白錦看著半句不提玉羅剎的小徒弟,決定替玉羅剎刷一刷好感度。
“這些都是你爹爹給你買的,喜歡麼?”
小吹雪疑惑的看他一眼:“爹爹?”
白衣劍客一聽這茫然的小語氣便覺得不妙。
“你還記得你爹爹麼?以前常常陪著你睡覺的人,還帶著你出了兩次山莊。”
不過在差點坑死兒子之後,玉羅剎就再也不敢帶著小吹雪出去胡作非為了,為此小吹雪還生過一把悶氣,弄的玉羅剎這也不是那也不是,愁的直掉頭髮。

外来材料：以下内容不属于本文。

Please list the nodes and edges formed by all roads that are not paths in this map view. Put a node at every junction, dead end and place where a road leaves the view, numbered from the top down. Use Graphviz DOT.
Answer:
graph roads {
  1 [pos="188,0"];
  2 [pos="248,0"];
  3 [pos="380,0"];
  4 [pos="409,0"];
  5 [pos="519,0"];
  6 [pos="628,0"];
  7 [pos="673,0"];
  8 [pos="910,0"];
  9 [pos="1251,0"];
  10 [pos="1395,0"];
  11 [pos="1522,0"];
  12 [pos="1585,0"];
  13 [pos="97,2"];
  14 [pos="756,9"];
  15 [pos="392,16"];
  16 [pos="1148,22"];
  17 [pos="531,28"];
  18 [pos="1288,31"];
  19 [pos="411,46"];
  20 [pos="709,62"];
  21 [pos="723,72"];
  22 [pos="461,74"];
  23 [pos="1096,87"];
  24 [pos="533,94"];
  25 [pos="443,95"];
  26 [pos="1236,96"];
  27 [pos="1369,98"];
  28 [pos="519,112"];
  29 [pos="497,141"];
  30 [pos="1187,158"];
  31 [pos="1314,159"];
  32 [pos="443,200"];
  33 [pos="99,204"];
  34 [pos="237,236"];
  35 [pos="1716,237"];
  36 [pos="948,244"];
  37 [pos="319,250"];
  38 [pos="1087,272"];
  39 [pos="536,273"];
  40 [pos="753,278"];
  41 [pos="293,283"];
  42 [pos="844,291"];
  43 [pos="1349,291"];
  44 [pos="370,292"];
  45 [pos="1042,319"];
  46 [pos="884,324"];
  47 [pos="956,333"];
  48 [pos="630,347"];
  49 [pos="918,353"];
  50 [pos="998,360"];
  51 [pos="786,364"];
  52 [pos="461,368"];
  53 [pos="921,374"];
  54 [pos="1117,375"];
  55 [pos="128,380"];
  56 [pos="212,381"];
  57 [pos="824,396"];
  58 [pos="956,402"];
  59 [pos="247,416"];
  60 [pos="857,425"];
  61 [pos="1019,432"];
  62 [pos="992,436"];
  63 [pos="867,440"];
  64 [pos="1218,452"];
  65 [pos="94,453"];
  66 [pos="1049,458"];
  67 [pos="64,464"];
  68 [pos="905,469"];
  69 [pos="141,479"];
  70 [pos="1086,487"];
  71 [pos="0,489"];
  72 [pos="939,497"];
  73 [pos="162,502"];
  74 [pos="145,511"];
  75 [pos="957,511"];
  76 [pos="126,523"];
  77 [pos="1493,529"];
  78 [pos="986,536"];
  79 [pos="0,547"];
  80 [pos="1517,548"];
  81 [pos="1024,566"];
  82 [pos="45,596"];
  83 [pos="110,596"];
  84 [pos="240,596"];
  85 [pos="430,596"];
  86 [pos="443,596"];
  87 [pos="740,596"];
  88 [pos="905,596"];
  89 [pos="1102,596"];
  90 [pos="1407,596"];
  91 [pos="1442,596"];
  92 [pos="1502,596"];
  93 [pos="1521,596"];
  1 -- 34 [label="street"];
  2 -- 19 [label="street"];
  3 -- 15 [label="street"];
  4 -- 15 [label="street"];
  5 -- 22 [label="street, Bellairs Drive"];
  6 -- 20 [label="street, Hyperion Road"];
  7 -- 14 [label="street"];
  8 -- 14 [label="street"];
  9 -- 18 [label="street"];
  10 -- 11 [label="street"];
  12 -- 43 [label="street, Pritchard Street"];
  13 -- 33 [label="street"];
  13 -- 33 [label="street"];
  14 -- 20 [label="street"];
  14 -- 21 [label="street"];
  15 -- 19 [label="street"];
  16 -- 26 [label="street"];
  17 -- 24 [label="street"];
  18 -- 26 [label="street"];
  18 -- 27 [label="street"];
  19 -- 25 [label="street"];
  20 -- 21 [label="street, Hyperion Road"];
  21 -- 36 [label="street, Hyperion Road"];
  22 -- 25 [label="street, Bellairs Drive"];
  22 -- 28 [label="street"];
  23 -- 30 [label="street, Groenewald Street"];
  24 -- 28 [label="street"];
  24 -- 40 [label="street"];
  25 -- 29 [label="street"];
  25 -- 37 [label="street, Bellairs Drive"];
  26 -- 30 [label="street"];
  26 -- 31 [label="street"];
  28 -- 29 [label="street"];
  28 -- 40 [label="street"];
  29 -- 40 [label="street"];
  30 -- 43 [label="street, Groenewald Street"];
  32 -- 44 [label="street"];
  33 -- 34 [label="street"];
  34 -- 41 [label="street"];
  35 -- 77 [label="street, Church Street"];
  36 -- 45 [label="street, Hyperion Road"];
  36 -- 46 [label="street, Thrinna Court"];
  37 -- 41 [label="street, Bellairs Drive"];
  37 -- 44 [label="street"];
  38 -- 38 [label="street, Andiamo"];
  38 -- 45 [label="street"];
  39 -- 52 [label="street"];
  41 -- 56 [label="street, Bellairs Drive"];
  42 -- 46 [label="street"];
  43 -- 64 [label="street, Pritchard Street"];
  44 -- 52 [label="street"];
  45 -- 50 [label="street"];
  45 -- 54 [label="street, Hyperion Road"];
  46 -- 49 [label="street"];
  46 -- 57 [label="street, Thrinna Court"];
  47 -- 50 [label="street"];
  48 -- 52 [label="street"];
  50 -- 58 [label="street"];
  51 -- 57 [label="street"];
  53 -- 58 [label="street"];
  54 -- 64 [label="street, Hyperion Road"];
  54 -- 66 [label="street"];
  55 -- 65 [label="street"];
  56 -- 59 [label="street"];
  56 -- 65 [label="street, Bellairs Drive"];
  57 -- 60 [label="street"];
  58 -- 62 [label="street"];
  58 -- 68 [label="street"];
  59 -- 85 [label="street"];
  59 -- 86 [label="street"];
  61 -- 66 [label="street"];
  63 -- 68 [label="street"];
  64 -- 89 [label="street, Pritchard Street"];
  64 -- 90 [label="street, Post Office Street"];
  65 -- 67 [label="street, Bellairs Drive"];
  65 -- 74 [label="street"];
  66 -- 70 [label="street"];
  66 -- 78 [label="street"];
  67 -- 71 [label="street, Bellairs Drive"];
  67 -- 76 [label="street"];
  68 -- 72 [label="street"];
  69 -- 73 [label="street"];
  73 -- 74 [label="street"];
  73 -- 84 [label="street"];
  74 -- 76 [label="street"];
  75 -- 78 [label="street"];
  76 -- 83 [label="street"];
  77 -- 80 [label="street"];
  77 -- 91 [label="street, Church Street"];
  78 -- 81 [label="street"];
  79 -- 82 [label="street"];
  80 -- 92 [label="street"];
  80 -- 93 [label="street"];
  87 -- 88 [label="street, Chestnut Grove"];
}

小吹雪認真想了想,似乎有點印象,便遲疑著點了點頭。爹爹這兩字他倒是很熟悉,小孩子雖然忘性大,但好歹還沒有把人忘乾淨,白錦覺得玉羅剎得知此事也會十分欣慰。
只是再過上幾年,孩子肯定就忘了玉羅剎的模樣了。
這可不太好。
若是將來父子倆相見不相識,未免叫人難過。
“老爺。”春和在門外低聲道:“羅管家有事要向您稟報。”
白錦道:“你進來,陪吹雪玩一會兒。”
“是。”
他低聲囑咐了吹雪兩句話便起身了,小吹雪有些不安的盯著白衣劍客的背影,眼裡流露出兩分慌張的神色,在春和安撫他老爺只是出去一會兒,馬上就會回來之後,才勉強坐穩了。

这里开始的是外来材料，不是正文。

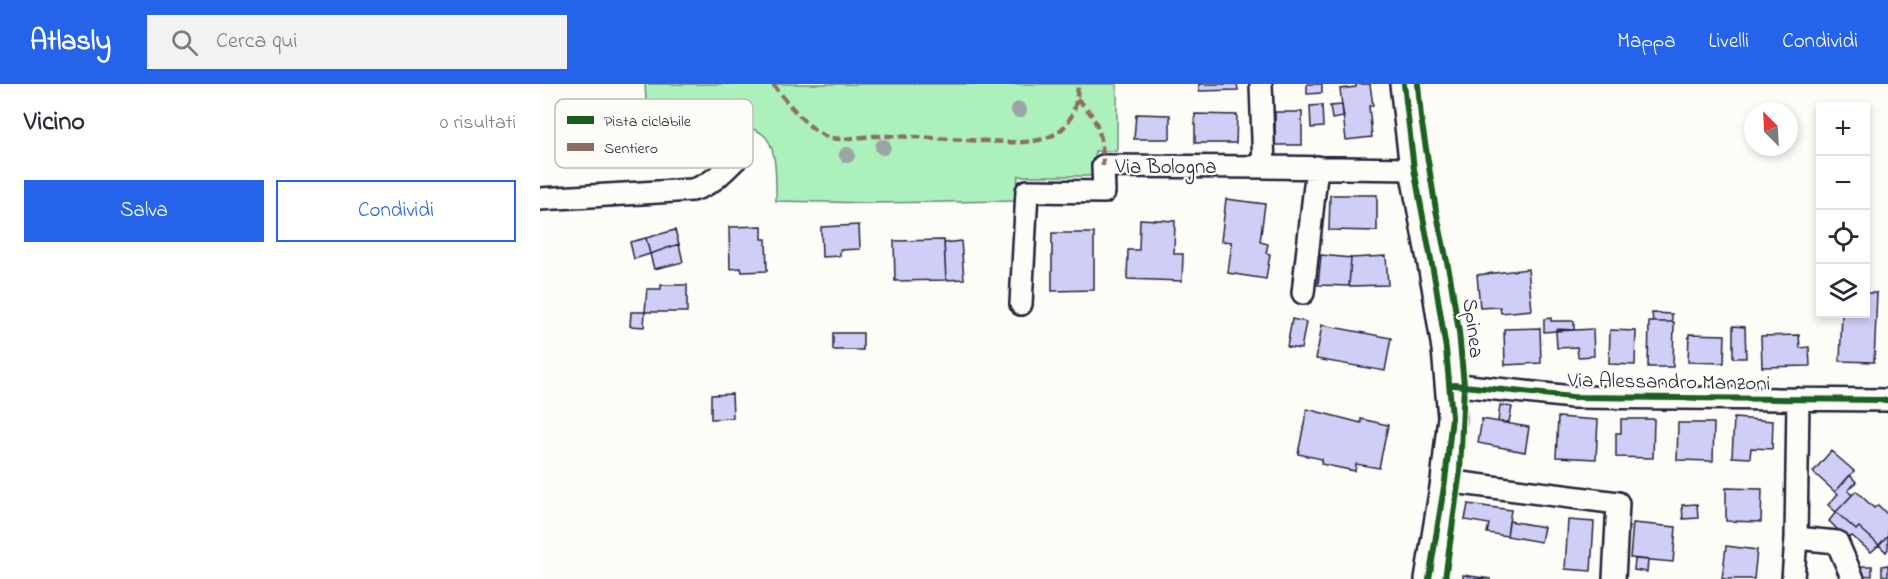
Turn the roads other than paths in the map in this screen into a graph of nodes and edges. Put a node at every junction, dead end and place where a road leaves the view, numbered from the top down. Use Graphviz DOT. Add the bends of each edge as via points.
graph roads {
  1 [pos="1261,84"];
  2 [pos="1404,84"];
  3 [pos="1264,167"];
  4 [pos="1317,167"];
  5 [pos="727,168"];
  6 [pos="1414,169"];
  7 [pos="540,199"];
  8 [pos="1303,292"];
  9 [pos="1021,303"];
  10 [pos="1449,384"];
  11 [pos="1798,399"];
  12 [pos="1888,400"];
  13 [pos="1445,481"];
  14 [pos="1796,538"];
  15 [pos="1429,579"];
  16 [pos="1614,579"];
  17 [pos="1793,579"];
  18 [pos="1853,579"];
  1 -- 3 [label="street"];
  2 -- 6 [label="street"];
  3 -- 4 [label="street, Via Bologna"];
  3 -- 9 [label="street, Via Bologna" via="1103,166 1104,192 1027,191"];
  4 -- 6 [label="street, Via Bologna"];
  4 -- 8 [label="street"];
  5 -- 7 [label="street" via="714,180 692,190"];
  6 -- 10 [label="street"];
  10 -- 11 [label="street, Via Alessandro Manzoni" via="1572,397"];
  10 -- 13 [label="street" via="1452,417"];
  11 -- 12 [label="street, Via Alessandro Manzoni"];
  11 -- 14 [label="street"];
  13 -- 15 [label="street"];
  13 -- 16 [label="street" via="1618,503"];
  14 -- 17 [label="street"];
  14 -- 18 [label="street" via="1837,542"];
}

羅管家就等在白錦的院外,見到白錦出來,便躬身道:“老爺,那位劍客的屍身已安置在了山下的莊子裡。可要……去查查他的身份?”
白錦皺眉思索半晌,道:“決戰前他不願說出自己的姓名,定是不想暴露其身份。他的人或許不夠光明磊落,但作為劍客……我想尊重他的意願。”
言下之意,就是不想讓別人知曉此事了。
羅管家深知他的性格,便慡快的躬身道:“是。”
白錦卻又道:“只是屍身一直放在莊子裡也有些不妥,他家中或許還有掛念他的親人在。”
羅管家道:“您的意思是……?”
白錦沉默了更久的時間,才道:“你去偷偷查一查薛笑人這個名字,不要聲張,若是有親近的家屬在,便悄悄傳個信將此事告知於他,若是沒有親朋好友,或是與周圍的人結怨甚多,就將他悄悄安葬了吧。”

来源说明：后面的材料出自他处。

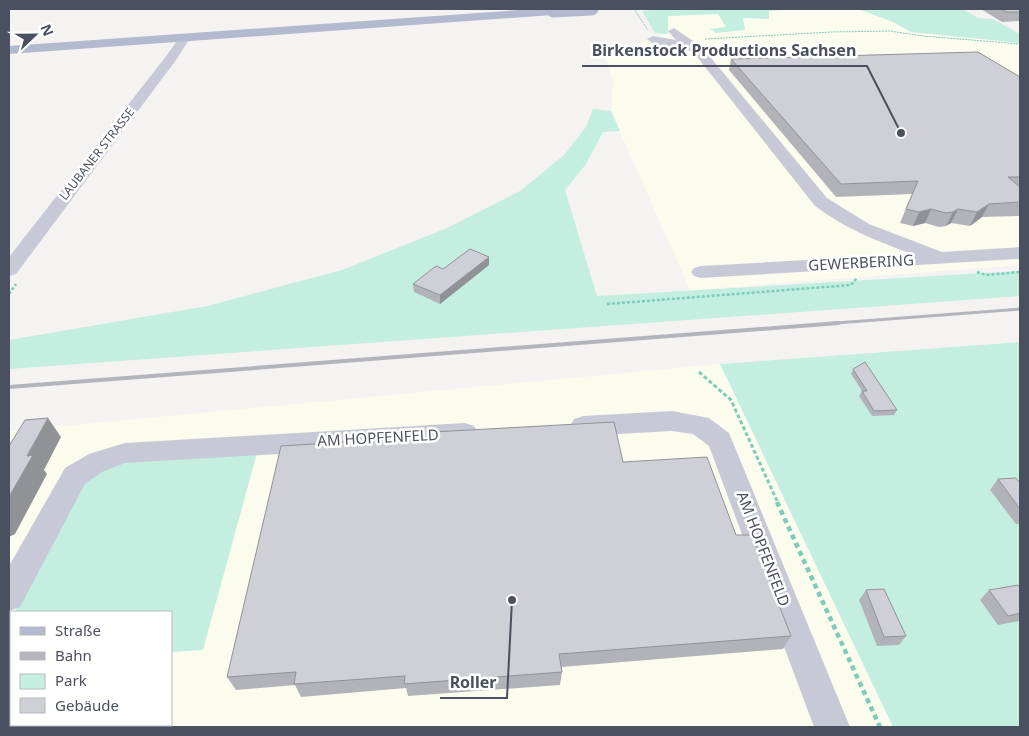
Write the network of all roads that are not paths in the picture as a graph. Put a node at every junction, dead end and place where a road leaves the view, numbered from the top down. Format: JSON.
{"nodes":[{"id":1,"x":592,"y":9,"type":"edge"},
{"id":2,"x":184,"y":37,"type":"junction"},
{"id":3,"x":654,"y":39,"type":"road end"},
{"id":4,"x":140,"y":40,"type":"junction"},
{"id":5,"x":9,"y":50,"type":"edge"},
{"id":6,"x":174,"y":53,"type":"junction"},
{"id":7,"x":854,"y":224,"type":"junction"},
{"id":8,"x":1020,"y":253,"type":"edge"},
{"id":9,"x":940,"y":258,"type":"junction"},
{"id":10,"x":869,"y":262,"type":"junction"},
{"id":11,"x":9,"y":270,"type":"edge"},
{"id":12,"x":701,"y":272,"type":"dead end"},
{"id":13,"x":554,"y":428,"type":"edge"},
{"id":14,"x":486,"y":432,"type":"edge"},
{"id":15,"x":9,"y":596,"type":"edge"},
{"id":16,"x":832,"y":727,"type":"edge"}],
"edges":[{"from":1,"to":2,"type":"main road","bridge":true},
{"from":2,"to":4,"type":"main road"},
{"from":2,"to":6,"type":"street","name":"LAUBANER STRASSE"},
{"from":3,"to":7,"type":"street"},
{"from":4,"to":5,"type":"main road"},
{"from":4,"to":6,"type":"street"},
{"from":6,"to":11,"type":"street","name":"LAUBANER STRASSE"},
{"from":7,"to":9,"type":"street"},
{"from":7,"to":10,"type":"street"},
{"from":8,"to":9,"type":"street","name":"GEWERBERING"},
{"from":9,"to":10,"type":"street","name":"GEWERBERING"},
{"from":10,"to":12,"type":"street","name":"GEWERBERING"},
{"from":13,"to":16,"type":"street","name":"AM HOPFENFELD"},
{"from":14,"to":15,"type":"street","name":"AM HOPFENFELD"}]}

羅管家一愣:“老爺,薛笑人這個名字,屬下曾聽說過。”
白錦道:“哦?”
“您可知道……薛衣人?”
白衣劍客眼睛一亮:“是他?”
“正是血衣人!他有一位胞弟,名叫薛笑人,只是聽聞薛笑人很久以前便發了瘋。”
“發了瘋?”
“據說是練劍發瘋的。薛氏兄弟愛劍如命,弟弟比起哥哥也不遑多讓,只是天賦所限,薛笑人的劍無論如何也比不過薛衣人。他發瘋前練劍練得魔怔了,飯也不吃,覺也不睡,直到有一天,他殺了自己的妻子。”
白錦蹙眉,“為何?”
“他說他的妻子總是打擾他練劍,之後便徹底瘋了,變得如同一個十歲稚童,頑劣的很,一直是薛衣人的一塊心病。”
白錦忽然想起了薛笑人臨死前說的最後一句話。
至死……也沒能勝過“他”麼?恐怕這個“他”,就是那位血衣人了。他想起薛笑人的黑袍客身份,長長的嘆了一口氣。
其間的種種複雜隱情,他恐怕一輩子也不會懂。
羅管家看向白錦的眼神既包含著對強者的尊敬,又包含著長輩對晚輩的無奈和縱容。
他在西方魔教追隨玉羅剎多年,已很久沒有遇見過如白衣劍客這樣的人了。
羅管家出言安慰道:“可憐之人,必有其可恨之處。”
白錦也不再多言,他只是點了點頭,道:“此事便交給你了。”
“是,請老爺放心。”
幾日後,白錦獨自在書房裡坐了一會兒,展開了一幅空白的畫卷。
他細細回憶起玉羅剎的眉眼,終於在畫卷空白處落了筆。
第34章
這一天,萬梅山莊來了一位訪客。
來的是一位老人。
面容清癯,布鞋白襪,穿著件白布長衫,一雙眼睛炯炯有光,令人不敢逼視。
這還是頭一次有人拜訪萬梅山莊。
山莊裡的僕人們皆嚴陣以待,羅管家親自將老者引入莊內,並立刻派人去請白錦。
此人,正是薛笑人的兄長,薛衣人。
已然成為江湖傳說的血衣人。
何為血衣人?
即每一個與薛衣人交手的俠客,都用他們的鮮血浸染了薛衣人雪白的長衫。
故稱血衣人。
此時離薛笑人戰敗,已過了整整兩個月。
他們原以為薛衣人不會來了,可就在今天,薛衣人卻親自登門拜訪。
這實在是一件很奇怪的事情。
可江湖上的許多事情,豈非都是無法用常理來推測的?
白錦很快也來了。
白衣的劍客步入廳中,一抬眼,便對上了薛衣人充滿威嚴的眼睛。
薛衣人看著他,緩緩道:“來的匆忙,沒有提前遞上拜帖,是我失禮了。”
白錦也看著他,道:“無妨。”
江湖人不拘小節,連女子都可以拋頭露面闖蕩江湖,這些平常的禮數又有什麼可斤斤計較的?